On January 1, 1999, Amber Smith (a pseudonym) informed her boyfriend that her stepfather, Aguilera, had sexually abused her for a number of years, Smith was living with her grandmother, but was scheduled to move back into the home of Aguilera’s mother because Aguilera and Smith’s mother had reunited. At her boyfriend’s urging, Smith informed her aunt, and the police were summoned. Ultimately, a jury found Aguilera guilty of three counts of indecency with a child and three counts of aggravated sexual assault. On two counts, the jury assessed punishment at 99 years imprisonment and a $5,000 fine. On the other four counts, the jury assessed punishment at life imprisonment and a $5,000 fine. Aguilera timely filed this appeal.

Amendment op Indictment

In his first issue, Aguilera complains that the trial court erred in allowing the State to proceed on an “amended” indictment because the amendment was not effective.

The original indictment omitted the phrase “with the intent to arouse and gratify his own sexual desire” from the counts charging Aguilera with indecency with a child. The State moved to amend the indictment to add the phrase. The trial court granted the motion and issued an order restating the language from the original indictment in its entirety with the phrase added. Aguilera contends that the amendment was not effective.
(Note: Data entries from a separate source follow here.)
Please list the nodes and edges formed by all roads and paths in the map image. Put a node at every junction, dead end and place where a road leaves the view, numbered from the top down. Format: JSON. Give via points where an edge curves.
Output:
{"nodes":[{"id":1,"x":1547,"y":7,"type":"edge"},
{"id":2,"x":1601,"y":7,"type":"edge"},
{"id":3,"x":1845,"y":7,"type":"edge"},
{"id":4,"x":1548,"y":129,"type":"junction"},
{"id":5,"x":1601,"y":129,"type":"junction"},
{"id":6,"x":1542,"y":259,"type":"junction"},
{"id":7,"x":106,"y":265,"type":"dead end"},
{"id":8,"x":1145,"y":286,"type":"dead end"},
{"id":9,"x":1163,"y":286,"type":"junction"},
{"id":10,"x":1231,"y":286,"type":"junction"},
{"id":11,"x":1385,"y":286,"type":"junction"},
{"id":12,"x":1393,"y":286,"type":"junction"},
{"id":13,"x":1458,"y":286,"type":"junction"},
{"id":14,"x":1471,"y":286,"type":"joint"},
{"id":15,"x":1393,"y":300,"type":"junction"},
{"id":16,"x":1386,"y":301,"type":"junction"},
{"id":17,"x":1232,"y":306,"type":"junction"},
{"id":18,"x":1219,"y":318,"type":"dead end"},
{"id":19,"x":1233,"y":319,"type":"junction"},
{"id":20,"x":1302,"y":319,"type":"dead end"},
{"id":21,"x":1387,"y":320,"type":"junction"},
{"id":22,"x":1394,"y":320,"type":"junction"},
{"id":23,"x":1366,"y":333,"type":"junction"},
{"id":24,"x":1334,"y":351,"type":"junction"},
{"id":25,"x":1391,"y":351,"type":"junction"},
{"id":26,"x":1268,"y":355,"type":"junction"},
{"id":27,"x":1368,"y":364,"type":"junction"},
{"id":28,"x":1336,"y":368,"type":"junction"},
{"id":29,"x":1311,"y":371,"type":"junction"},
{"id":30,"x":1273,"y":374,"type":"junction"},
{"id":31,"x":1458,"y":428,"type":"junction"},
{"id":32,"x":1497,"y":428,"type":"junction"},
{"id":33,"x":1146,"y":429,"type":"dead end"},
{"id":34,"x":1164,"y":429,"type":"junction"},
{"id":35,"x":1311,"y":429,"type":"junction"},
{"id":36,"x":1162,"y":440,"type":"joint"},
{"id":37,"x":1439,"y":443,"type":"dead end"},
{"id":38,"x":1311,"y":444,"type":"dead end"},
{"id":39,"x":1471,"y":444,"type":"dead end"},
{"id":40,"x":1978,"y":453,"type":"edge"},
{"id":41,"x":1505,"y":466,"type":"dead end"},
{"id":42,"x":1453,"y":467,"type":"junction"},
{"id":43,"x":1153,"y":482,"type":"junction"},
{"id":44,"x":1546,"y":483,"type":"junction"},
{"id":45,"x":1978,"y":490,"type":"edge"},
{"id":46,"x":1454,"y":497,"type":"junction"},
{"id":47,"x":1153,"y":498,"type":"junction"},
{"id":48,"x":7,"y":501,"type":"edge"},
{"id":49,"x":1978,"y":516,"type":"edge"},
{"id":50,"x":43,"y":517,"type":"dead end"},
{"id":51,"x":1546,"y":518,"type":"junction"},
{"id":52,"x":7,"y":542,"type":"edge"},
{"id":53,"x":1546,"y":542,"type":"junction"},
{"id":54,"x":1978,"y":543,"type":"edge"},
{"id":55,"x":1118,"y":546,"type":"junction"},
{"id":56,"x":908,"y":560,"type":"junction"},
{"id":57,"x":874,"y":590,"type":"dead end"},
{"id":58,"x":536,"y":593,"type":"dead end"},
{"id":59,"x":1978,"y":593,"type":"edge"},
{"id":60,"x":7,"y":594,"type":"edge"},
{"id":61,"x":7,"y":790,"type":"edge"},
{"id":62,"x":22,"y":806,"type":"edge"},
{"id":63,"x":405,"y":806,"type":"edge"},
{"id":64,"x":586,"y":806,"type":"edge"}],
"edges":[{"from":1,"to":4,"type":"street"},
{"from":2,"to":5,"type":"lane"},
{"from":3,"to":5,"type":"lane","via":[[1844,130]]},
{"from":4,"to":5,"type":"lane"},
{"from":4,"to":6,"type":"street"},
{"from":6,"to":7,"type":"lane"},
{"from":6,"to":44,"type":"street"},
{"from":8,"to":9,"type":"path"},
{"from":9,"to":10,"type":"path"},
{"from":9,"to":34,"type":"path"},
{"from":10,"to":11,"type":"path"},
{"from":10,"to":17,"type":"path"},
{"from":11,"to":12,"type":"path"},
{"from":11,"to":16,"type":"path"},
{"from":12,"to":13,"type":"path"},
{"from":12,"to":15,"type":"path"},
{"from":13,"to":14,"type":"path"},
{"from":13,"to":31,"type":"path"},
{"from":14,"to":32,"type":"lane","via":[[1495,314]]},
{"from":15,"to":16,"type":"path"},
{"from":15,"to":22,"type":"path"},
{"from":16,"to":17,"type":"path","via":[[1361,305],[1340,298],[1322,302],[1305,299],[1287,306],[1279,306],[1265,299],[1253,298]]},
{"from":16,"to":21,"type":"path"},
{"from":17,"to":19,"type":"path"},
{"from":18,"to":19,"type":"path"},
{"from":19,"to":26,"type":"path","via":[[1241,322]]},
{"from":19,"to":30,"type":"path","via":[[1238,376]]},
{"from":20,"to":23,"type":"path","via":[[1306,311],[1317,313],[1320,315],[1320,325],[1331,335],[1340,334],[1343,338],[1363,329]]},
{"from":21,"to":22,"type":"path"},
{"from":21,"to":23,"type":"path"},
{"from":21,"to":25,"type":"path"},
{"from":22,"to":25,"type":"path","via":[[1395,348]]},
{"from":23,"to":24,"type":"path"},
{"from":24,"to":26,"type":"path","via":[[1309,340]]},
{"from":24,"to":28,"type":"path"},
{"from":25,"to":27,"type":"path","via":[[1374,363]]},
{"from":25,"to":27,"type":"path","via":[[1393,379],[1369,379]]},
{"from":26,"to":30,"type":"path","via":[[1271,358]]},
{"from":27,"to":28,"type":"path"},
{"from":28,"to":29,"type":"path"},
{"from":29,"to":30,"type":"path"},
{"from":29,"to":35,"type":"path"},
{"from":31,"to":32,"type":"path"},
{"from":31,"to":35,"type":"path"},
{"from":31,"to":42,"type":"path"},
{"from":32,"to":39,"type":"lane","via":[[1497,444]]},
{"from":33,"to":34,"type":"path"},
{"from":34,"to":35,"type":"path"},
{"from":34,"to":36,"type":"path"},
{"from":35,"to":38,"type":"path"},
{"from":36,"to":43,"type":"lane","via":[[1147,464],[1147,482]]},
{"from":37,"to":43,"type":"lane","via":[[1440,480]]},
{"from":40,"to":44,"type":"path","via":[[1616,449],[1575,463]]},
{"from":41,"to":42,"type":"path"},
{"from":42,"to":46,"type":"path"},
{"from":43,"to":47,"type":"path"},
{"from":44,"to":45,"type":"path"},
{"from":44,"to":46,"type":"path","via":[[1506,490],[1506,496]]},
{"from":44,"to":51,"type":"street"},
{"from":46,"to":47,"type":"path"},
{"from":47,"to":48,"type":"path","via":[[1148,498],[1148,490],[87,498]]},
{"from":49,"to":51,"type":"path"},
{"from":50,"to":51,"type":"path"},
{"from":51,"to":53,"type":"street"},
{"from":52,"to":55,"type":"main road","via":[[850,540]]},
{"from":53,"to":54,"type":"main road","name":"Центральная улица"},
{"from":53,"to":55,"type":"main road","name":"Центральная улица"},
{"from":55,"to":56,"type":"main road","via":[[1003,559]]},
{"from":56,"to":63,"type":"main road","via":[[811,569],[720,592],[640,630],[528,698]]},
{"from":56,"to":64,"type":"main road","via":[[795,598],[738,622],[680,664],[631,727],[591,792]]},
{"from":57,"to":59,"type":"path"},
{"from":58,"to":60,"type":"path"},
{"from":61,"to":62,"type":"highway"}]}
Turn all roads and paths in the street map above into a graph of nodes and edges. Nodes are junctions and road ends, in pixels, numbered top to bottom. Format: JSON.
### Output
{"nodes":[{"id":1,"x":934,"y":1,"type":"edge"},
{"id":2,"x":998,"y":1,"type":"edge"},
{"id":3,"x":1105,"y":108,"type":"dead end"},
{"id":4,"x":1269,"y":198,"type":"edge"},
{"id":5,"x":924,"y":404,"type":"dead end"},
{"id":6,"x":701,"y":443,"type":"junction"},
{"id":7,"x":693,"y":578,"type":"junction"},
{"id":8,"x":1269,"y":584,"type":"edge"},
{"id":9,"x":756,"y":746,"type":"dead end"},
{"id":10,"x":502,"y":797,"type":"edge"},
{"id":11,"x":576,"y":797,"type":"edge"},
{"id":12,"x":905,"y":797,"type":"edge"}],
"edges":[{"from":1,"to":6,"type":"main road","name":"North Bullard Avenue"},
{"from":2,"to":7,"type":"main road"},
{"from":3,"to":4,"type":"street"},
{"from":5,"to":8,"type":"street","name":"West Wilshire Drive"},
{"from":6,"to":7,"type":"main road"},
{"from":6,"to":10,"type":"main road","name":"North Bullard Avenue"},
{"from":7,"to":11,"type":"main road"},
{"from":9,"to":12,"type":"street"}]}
In Riney v. State, 28 S.W.3d 561 (Tex. Crim.App.2000), the Texas Court of Criminal Appeals considered the continuing precedential value of Ward v. State, 829 S.W.2d 787 (Tex.Crim.App.1992). In Ri-ney, the court overruled Ward and the cases relying on it, to the extent they require physical interlineation of the original indictment as the only means to accomplish an amendment. 28 S.W.3d at 566. The court asserted, “Physical interlineation of the original indictment is an accept *64 able but not the exclusive means of effecting an amendment to the indictment.” Id. at 565.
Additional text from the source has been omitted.